Robert Lumiansky, president of the American Council of Learned Societies and a former member of the National Council on the Humanities, reflects Brustein's view that the policy review and the conferences could be valuable if well done. "It was 12 years ago that we finally convinced the Congress it was just as much in the national interest that the arts and humanities be supported by the government as the sciences. Back then the National Science Foundation got enormously more than the endowments, and though the endowments' budget have grown at a great pace, the gap with science has never been closed. The NSF now gets about $1 billion and the endowments get about $250 million. And we ought to consider that imbalance. I also like the idea that the Humanities Endowment be the forum to take another look at our national values and that we take a look at the way we want to present ourselves to the rest of the world. If these new developments could accomplish some of that, I think they would make sense. And, in fact, I think the Federal Council should have been activated earlier.

A strongly negative note is sounded by Ronald S. Berman, the former Humanities Endowment chairman whose renomination by President Ford was blocked by Sen. Claiborne Pell (D-R.I.) in an abrasive confrontation over whether grants were being spread sufficiently through the population.

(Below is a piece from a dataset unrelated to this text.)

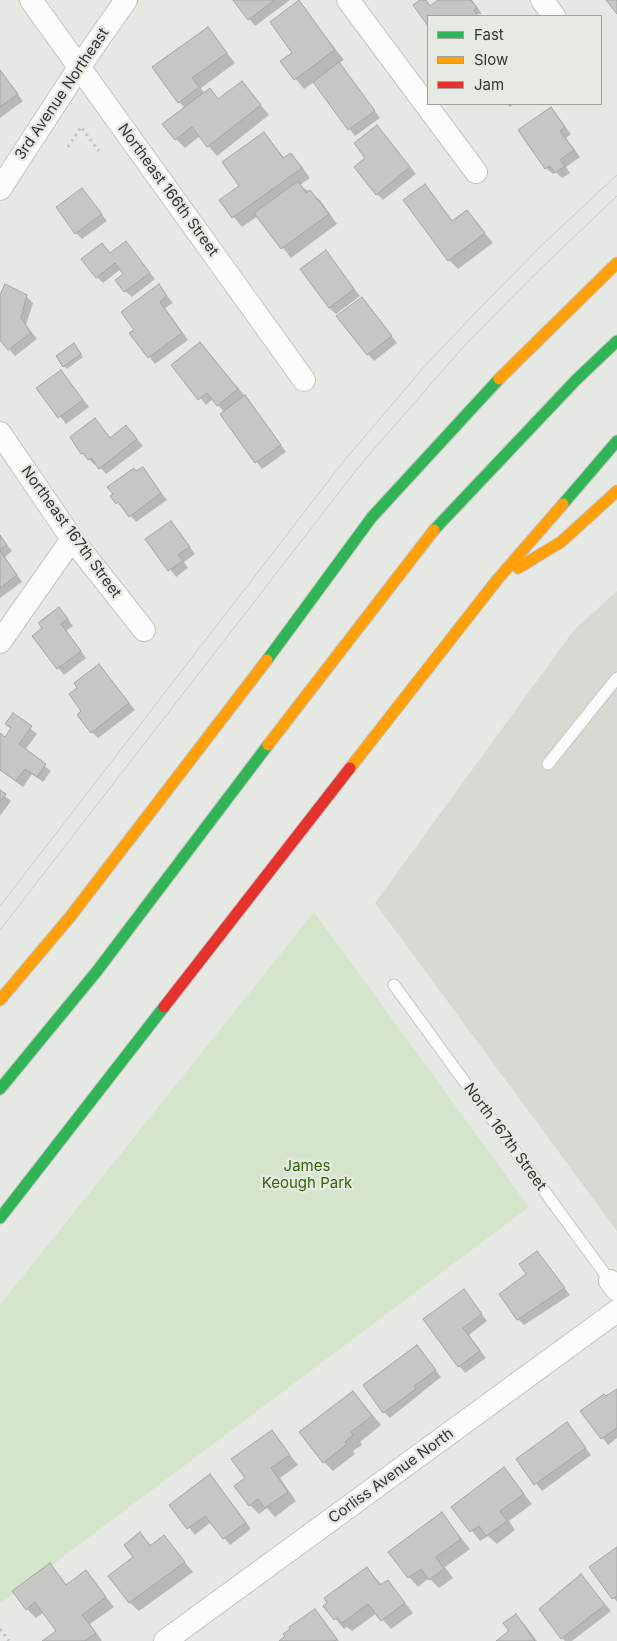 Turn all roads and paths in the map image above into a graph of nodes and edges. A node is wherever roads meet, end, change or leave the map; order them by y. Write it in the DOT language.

Berman sharply questions the need for either the policy review or the conferences. "In the five years I was in the endowment we certainly were never at a loss to know our policies. When the need for that comes along it is a sign of failure. Do dentists and engineers and other professionals have to get together like this to know their policies because they are experiencing uncertainities?"

Berman also attacks what he called "the bandwagon approach" of arts advocacy and cites Mrs. Mondale's trips around the country in support of the arts as an example. "It's countless speeches and too many promises. There's not that much to go around. And it results in distributive justice. That's a proliferation of grants according to congressional districts instead of merit."

Mrs. Mondale declined to be interviewed on these topics last week, saying that the Federal Council's policy review is still in a preliminary stage.

The legislation authorizing the White House conferences, a project of Majority Whip John Brademas (D-Ind.), passed the House by an overwhelming margin recently. Senate passage, without amendment, is expected soon. Earlier the White House staff expressed a preference for merging the two conferences and for delaying it until 1980. But there has been no suggestion that President Carter would veto the legislation on these grounds.